→ What is expected:
Check each line of the data below for the word "clipPath", then extract the ones that have it.
──────── Input data
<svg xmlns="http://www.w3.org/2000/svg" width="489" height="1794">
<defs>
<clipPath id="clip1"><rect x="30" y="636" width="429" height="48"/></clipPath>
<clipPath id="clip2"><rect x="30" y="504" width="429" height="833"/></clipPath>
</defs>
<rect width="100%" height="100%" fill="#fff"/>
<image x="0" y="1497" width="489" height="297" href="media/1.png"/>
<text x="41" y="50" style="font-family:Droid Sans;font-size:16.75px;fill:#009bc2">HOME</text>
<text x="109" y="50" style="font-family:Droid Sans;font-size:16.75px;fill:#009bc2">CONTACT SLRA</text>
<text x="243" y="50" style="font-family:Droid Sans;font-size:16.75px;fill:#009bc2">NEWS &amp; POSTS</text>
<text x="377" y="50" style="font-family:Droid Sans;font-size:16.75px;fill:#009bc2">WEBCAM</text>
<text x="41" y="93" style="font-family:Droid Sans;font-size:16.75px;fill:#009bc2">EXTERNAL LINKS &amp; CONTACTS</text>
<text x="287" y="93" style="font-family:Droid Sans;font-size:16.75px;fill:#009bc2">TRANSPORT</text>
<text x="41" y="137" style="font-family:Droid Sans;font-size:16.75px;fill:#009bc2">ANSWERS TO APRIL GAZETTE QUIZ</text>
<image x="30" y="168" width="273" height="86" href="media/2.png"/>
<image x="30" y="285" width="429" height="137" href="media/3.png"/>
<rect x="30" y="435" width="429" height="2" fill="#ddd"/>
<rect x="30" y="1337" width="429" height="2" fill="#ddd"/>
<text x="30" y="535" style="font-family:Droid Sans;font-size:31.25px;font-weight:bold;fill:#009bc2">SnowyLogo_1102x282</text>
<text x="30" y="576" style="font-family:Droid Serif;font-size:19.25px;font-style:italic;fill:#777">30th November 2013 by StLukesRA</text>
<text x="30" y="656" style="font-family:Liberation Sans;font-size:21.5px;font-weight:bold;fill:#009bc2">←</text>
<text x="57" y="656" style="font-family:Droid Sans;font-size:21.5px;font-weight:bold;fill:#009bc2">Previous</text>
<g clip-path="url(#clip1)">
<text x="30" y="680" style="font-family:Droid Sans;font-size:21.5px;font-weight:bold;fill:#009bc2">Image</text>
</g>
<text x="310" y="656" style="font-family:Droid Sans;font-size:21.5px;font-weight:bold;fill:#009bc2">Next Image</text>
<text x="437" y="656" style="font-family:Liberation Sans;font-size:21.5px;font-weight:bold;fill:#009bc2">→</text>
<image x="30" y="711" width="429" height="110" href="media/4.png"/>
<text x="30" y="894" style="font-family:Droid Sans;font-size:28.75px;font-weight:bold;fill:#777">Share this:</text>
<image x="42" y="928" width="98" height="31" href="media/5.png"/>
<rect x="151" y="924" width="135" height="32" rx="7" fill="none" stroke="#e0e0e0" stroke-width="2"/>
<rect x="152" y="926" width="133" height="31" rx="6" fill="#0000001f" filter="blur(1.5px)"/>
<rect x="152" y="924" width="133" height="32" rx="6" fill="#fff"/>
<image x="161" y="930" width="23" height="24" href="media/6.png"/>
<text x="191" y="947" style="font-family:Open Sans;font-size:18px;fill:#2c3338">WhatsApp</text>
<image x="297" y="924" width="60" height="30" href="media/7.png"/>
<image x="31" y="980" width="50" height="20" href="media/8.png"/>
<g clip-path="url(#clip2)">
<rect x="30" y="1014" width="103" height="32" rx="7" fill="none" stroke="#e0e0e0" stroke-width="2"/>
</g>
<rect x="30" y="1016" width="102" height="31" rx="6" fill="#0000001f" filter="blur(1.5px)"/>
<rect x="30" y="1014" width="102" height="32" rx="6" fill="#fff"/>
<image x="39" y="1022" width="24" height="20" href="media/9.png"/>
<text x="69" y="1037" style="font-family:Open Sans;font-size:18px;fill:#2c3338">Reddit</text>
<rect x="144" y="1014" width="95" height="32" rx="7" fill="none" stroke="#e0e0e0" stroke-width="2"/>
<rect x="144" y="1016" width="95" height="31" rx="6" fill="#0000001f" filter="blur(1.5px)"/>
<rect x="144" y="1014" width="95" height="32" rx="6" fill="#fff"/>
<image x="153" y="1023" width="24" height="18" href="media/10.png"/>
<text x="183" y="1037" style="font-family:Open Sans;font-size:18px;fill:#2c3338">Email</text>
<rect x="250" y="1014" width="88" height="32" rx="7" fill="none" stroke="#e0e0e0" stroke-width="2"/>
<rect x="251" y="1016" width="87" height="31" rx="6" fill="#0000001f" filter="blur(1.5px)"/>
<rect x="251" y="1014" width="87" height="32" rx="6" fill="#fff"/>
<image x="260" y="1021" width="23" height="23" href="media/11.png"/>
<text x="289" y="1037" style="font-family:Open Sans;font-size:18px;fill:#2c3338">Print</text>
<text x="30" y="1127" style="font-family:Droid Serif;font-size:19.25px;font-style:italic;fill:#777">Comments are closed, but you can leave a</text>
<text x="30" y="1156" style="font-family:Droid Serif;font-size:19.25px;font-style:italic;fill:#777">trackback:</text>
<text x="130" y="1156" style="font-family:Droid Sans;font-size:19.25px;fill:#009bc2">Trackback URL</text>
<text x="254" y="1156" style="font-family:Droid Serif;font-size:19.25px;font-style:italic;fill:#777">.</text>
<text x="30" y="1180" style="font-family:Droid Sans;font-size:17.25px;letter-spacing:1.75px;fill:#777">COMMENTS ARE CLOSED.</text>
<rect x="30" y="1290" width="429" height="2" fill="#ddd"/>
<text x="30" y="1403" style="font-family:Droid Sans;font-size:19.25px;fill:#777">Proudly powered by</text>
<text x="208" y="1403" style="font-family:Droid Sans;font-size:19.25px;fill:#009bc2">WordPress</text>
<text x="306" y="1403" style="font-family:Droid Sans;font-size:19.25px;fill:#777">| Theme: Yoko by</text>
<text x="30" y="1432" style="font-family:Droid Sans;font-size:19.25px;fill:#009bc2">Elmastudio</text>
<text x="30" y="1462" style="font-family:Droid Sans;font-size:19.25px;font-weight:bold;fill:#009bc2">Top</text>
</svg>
────────────────
→ Solved exercise:
<clipPath id="clip1"><rect x="30" y="636" width="429" height="48"/></clipPath>
<clipPath id="clip2"><rect x="30" y="504" width="429" height="833"/></clipPath>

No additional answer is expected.